|M.Sc Student||Zaretsky Alexey|
|Subject||Resolution Enhancement of Endoscopic Images|
|Department||Department of Electrical Engineering||Supervisor||Professor Emeritus Arie Feuer|
Endoscopic imaging is a very important tool in modern medicine. Physicians set very high demands for image quality, but that quality is limited by endoscope fiber technology.

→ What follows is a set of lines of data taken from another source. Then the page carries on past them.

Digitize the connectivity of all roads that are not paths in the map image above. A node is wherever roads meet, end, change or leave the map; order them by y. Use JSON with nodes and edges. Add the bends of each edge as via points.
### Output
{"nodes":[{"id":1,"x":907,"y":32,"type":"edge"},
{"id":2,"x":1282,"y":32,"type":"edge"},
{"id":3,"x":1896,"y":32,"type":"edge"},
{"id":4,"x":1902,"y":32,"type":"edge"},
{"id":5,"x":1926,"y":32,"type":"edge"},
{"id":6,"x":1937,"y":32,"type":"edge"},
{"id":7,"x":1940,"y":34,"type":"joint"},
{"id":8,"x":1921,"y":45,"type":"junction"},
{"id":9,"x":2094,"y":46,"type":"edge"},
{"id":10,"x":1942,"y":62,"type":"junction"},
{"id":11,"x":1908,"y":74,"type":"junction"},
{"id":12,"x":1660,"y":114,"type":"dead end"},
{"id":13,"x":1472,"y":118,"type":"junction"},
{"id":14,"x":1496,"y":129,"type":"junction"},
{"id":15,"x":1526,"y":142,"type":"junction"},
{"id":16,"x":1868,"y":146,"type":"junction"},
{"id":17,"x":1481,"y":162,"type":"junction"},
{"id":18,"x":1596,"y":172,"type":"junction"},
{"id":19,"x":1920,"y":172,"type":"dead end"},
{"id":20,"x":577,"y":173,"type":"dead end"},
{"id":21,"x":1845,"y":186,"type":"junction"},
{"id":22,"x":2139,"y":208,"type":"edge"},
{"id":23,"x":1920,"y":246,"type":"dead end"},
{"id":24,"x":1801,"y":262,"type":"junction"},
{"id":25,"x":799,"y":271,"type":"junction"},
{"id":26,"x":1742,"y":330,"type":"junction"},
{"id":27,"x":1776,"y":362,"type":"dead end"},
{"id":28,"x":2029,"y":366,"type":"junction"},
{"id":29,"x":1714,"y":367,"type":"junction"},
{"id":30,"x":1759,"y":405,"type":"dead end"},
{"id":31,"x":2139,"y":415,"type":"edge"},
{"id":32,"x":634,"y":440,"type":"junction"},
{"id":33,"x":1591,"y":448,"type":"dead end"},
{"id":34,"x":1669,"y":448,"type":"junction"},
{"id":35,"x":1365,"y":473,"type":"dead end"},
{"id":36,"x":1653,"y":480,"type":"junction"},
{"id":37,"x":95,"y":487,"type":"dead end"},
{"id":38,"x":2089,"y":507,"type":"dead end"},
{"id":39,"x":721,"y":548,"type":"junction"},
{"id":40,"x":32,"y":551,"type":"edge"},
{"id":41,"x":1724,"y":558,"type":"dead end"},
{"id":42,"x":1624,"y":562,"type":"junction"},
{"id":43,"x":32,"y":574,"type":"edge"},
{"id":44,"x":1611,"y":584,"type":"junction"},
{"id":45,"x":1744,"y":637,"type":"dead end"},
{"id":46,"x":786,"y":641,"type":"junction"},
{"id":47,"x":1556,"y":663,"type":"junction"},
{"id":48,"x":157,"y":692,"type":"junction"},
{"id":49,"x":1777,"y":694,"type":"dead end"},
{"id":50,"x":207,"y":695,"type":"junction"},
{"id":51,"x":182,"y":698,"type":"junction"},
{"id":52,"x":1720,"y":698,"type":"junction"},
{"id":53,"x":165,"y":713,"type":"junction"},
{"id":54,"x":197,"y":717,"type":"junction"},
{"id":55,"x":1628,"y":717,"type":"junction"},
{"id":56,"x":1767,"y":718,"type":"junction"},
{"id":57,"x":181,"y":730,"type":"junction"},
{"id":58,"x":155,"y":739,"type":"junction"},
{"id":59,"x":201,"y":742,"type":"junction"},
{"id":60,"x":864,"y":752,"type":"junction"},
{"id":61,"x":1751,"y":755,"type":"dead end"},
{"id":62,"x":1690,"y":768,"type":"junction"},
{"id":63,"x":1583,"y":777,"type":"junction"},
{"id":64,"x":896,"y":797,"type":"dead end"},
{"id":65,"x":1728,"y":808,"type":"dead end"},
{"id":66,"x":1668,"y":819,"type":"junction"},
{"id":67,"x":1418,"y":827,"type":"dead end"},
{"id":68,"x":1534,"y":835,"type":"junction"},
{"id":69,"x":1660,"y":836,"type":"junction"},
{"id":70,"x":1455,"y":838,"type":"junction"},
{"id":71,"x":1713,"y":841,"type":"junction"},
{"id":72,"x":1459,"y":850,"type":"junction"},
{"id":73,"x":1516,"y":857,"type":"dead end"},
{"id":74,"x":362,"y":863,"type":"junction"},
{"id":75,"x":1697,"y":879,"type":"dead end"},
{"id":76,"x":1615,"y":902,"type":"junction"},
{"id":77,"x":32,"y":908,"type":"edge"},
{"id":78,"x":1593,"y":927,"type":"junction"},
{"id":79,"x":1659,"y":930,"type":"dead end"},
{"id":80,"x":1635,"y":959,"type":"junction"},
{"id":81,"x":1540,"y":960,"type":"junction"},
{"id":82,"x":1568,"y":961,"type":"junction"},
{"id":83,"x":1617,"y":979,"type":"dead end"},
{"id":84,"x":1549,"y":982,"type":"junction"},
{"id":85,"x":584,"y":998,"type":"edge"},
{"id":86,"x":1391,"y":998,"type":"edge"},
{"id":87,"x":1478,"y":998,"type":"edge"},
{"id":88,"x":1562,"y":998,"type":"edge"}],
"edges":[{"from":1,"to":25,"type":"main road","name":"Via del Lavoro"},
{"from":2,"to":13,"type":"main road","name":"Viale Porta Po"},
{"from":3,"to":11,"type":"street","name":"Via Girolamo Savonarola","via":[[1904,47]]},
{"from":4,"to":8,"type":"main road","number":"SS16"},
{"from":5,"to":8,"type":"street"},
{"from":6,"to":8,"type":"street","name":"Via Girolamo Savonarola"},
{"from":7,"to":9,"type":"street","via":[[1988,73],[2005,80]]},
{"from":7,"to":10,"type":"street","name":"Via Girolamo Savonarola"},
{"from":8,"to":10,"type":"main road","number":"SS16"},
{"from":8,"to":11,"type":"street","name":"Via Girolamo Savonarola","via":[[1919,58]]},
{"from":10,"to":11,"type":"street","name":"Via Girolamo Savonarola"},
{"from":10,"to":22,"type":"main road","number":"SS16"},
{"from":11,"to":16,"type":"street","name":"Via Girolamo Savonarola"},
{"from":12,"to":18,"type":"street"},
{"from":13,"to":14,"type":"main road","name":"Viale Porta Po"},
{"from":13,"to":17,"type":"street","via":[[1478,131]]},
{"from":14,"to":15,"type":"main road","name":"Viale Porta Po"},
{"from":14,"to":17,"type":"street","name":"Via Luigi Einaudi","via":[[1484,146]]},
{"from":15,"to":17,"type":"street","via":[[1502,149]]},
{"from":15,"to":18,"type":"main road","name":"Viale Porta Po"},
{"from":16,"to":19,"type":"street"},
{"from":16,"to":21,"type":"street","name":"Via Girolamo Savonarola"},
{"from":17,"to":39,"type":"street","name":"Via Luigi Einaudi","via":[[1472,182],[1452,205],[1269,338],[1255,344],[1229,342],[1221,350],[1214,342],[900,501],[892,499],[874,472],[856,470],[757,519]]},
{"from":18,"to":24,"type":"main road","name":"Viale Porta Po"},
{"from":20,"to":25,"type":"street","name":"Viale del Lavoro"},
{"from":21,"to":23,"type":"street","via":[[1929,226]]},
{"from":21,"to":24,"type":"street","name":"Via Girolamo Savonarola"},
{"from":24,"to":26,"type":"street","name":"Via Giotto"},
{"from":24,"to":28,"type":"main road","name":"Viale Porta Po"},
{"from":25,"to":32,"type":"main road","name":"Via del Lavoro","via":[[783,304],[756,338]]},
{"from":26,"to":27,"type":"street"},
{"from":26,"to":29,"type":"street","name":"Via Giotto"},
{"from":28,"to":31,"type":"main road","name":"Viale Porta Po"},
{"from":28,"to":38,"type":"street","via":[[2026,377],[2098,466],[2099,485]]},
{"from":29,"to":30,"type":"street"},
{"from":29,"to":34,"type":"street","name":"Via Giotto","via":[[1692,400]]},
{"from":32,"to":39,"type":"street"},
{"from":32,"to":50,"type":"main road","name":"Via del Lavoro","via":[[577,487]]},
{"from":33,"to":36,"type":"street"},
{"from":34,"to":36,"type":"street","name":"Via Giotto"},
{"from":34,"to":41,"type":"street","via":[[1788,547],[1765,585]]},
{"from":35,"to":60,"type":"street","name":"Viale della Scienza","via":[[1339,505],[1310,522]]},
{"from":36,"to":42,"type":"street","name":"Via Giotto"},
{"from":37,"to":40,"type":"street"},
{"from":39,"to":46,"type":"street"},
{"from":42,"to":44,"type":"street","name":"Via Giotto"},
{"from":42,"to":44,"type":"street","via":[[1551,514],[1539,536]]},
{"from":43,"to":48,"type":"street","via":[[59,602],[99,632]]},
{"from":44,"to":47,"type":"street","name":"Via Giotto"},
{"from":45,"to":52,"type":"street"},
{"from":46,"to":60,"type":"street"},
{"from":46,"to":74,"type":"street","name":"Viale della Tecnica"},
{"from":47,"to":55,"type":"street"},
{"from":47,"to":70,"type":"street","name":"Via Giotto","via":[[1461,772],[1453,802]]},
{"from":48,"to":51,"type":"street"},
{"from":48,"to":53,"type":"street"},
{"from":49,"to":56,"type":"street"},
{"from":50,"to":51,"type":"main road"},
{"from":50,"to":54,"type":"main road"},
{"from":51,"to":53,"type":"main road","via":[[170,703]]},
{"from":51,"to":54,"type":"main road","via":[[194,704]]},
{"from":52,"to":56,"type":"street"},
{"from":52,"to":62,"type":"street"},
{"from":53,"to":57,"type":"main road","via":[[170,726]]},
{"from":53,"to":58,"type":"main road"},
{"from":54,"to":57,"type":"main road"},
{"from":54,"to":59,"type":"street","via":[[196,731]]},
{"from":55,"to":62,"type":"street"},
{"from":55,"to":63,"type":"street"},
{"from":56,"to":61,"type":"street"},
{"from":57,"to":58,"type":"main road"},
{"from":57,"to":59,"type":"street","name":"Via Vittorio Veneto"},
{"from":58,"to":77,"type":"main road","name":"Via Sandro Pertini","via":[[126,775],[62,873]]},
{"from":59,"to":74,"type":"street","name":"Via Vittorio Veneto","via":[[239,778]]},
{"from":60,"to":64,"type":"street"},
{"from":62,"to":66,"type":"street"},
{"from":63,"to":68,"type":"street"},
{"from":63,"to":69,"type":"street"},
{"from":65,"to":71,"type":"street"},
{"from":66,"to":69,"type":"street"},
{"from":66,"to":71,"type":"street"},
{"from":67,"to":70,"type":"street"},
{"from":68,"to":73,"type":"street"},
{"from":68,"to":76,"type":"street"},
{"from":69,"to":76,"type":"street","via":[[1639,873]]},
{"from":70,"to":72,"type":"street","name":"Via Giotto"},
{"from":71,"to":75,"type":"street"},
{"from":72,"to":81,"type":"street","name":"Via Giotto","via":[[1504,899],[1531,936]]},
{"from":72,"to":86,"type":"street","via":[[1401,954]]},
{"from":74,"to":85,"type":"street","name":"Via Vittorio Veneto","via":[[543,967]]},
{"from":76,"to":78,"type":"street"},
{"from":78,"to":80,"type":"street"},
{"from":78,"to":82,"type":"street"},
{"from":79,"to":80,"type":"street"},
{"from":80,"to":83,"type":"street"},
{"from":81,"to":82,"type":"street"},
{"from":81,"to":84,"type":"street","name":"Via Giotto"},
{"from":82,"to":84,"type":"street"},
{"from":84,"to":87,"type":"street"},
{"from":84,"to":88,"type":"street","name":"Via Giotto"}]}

This research addresses the problem of resolution enhancement of endoscopic images. A mathematical model of an endoscope was developed, describing an endoscope system as a Linear Space Invariant (LSI) filtering with sampling. The problem of image resolution improvement was considered as a Super Resolution (SR) problem. Multi-channel decomposition method, based on well-known Papoulis theorem, was used for image resolution reconstruction. A bank of parallel independent filters, prior to sampling, was applied to an input image, creating additional information for SR. An input image is decomposed to channels by the filter-bank. In order to restore the original image resolution, the data of each sampled channel is filtered by respective reconstruction filter, and all channels are then summed. An efficient algorithm for calculating reconstruction discrete filters is presented, handling a general sampling grid. The special case of hexagonal sampling due to the geometry of the fiber bundle of the endoscope was considered.
Finding the proper family of filters for the parallel filter-bank is another important subject that we have dealt with. The filters must satisfy certain conditions, stated in the Papoulis theorem. In order to generate the data needed for the resolution enhancement we consider several filter families, which can be implemented by the optical system, located at the distal tip of the endoscope.